In CrossAccountRoleName, enter a name for the cross-account role (such as
cross-account-role).
In the Configure StackSet options page, configure the following:
For Managed execution, click Inactive.
In the Set deployment options page, configure the following:
In Deployment targets, you can either select Deploy to organization or Deploy to organizational units (OUs). If you select Deploy to organizational units (OUs), you must specify the OU IDs.
-
In Auto-deployment options, configure the following:
-
In Automatic deployment, select Activated.
-
In Account removal behavior, select Delete stacks.
-
-
In Specify regions, add the regions in which you want to deploy stacks.
When asked to review your settings, check that you've entered everything correctly. Then, under Capabilities, select the acknowledge checkbox and click Submit.
When you're done, you must then attach the AssumeRole permission to a user or role that will run Discovery.

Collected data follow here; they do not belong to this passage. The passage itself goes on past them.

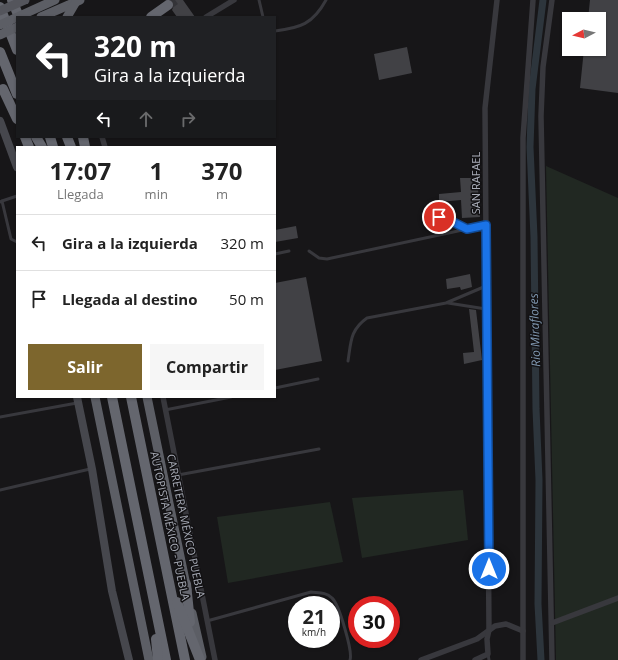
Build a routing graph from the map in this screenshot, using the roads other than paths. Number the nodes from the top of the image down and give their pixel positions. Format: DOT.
graph roads {
  1 [pos="12,0"];
  2 [pos="26,0"];
  3 [pos="55,0"];
  4 [pos="79,0"];
  5 [pos="234,0"];
  6 [pos="258,0"];
  7 [pos="326,0"];
  8 [pos="497,0"];
  9 [pos="533,0"];
  10 [pos="552,0"];
  11 [pos="168,5"];
  12 [pos="0,6"];
  13 [pos="0,11"];
  14 [pos="18,16"];
  15 [pos="19,16"];
  16 [pos="42,16"];
  17 [pos="68,16"];
  18 [pos="152,16"];
  19 [pos="208,16"];
  20 [pos="263,16"];
  21 [pos="16,17"];
  22 [pos="0,24"];
  23 [pos="16,28"];
  24 [pos="276,31"];
  25 [pos="0,35"];
  26 [pos="16,47"];
  27 [pos="0,52"];
  28 [pos="2,86"];
  29 [pos="16,92"];
  30 [pos="16,99"];
  31 [pos="16,117"];
  32 [pos="0,120"];
  33 [pos="16,164"];
  34 [pos="16,196"];
  35 [pos="1,201"];
  36 [pos="430,215"];
  37 [pos="486,225"];
  38 [pos="467,229"];
  39 [pos="16,242"];
  40 [pos="289,251"];
  41 [pos="309,252"];
  42 [pos="276,254"];
  43 [pos="487,286"];
  44 [pos="446,303"];
  45 [pos="487,309"];
  46 [pos="348,361"];
  47 [pos="318,379"];
  48 [pos="276,388"];
  49 [pos="95,398"];
  50 [pos="112,398"];
  51 [pos="131,398"];
  52 [pos="147,398"];
  53 [pos="163,398"];
  54 [pos="226,398"];
  55 [pos="78,400"];
  56 [pos="166,410"];
  57 [pos="0,417"];
  58 [pos="319,449"];
  59 [pos="92,469"];
  60 [pos="178,475"];
  61 [pos="0,490"];
  62 [pos="186,584"];
  63 [pos="170,587"];
  64 [pos="618,598"];
  65 [pos="154,601"];
  66 [pos="207,620"];
  67 [pos="552,623"];
  68 [pos="489,630"];
  69 [pos="523,631"];
  70 [pos="192,638"];
  71 [pos="488,657"];
  72 [pos="129,660"];
  73 [pos="150,660"];
  74 [pos="158,660"];
  75 [pos="166,660"];
  76 [pos="186,660"];
  77 [pos="194,660"];
  78 [pos="200,660"];
  79 [pos="203,660"];
  80 [pos="215,660"];
  81 [pos="350,660"];
  82 [pos="421,660"];
  83 [pos="475,660"];
  84 [pos="523,660"];
  85 [pos="552,660"];
  1 -- 15 [label="highway"];
  2 -- 13 [label="main road, bridge"];
  3 -- 14 [label="highway, bridge"];
  4 -- 16 [label="highway"];
  4 -- 17 [label="highway, bridge"];
  5 -- 19 [label="street"];
  6 -- 20 [label="lane"];
  7 -- 24 [label="lane"];
  8 -- 37 [label="street, SAN RAFAEL"];
  9 -- 69 [label="street"];
  10 -- 67 [label="street"];
  11 -- 18 [label="highway"];
  12 -- 26 [label="highway"];
  21 -- 22 [label="highway, bridge"];
  23 -- 25 [label="highway, bridge"];
  27 -- 29 [label="highway"];
  28 -- 30 [label="highway"];
  28 -- 31 [label="highway"];
  32 -- 33 [label="main road"];
  34 -- 35 [label="lane"];
  35 -- 39 [label="lane"];
  36 -- 38 [label="lane"];
  37 -- 38 [label="lane"];
  37 -- 43 [label="street, SAN RAFAEL"];
  38 -- 41 [label="lane"];
  40 -- 42 [label="lane"];
  43 -- 44 [label="lane"];
  43 -- 45 [label="street, SAN RAFAEL"];
  44 -- 45 [label="lane"];
  44 -- 46 [label="lane"];
  45 -- 68 [label="street, SAN RAFAEL"];
  47 -- 48 [label="lane"];
  49 -- 73 [label="highway"];
  50 -- 65 [label="highway"];
  51 -- 63 [label="highway, AUTOPISTA MÉXICO - PUEBLA"];
  52 -- 62 [label="highway, CARRETERA MÉXICO PUEBLA"];
  53 -- 56 [label="street"];
  54 -- 56 [label="lane"];
  55 -- 57 [label="lane"];
  55 -- 59 [label="main road"];
  56 -- 60 [label="street"];
  58 -- 60 [label="lane"];
  59 -- 61 [label="lane"];
  59 -- 72 [label="main road"];
  60 -- 66 [label="street"];
  62 -- 70 [label="highway"];
  62 -- 79 [label="highway, CARRETERA MÉXICO PUEBLA"];
  63 -- 70 [label="highway"];
  63 -- 76 [label="highway, AUTOPISTA MÉXICO - PUEBLA"];
  64 -- 67 [label="street"];
  65 -- 74 [label="highway"];
  65 -- 75 [label="highway"];
  66 -- 80 [label="street"];
  66 -- 81 [label="lane"];
  67 -- 85 [label="street"];
  68 -- 69 [label="street"];
  68 -- 71 [label="street, SAN RAFAEL"];
  68 -- 82 [label="street"];
  69 -- 84 [label="street"];
  70 -- 77 [label="highway"];
  70 -- 78 [label="highway"];
  71 -- 83 [label="street"];
}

Note: If you are running CDV on an EC2 instance, you must assign the AssumeRole permission to a role.To assign the AssumeRole permission to a user or role, use the following JSON code:
{ "Version": "2012-10-17", "Statement": [ { "Sid": "VisualEditor4", "Effect": "Allow", "Action": "sts:AssumeRole", "Resource": "arn:aws:iam::*:role/<CrossAccountRoleName>" } ] }If you will run Discovery from a member account by assuming a role created in the management or delegated administrator account (with the necessary organization-level permissions), you must attach the following permission to the user or role in the member account that will perform Discovery:
{ "Version": "2012-10-17", "Statement": [ { "Sid": "Statement1", "Effect": "Allow", "Action": [ "sts:AssumeRole" ], "Resource": "arn:aws:iam::<Management or Delegated Administrator Account Number>:role/<RoleToBeAssumed>" } ] }
When you're done, you can set up credentials in CDV for running Organization-level discoveries.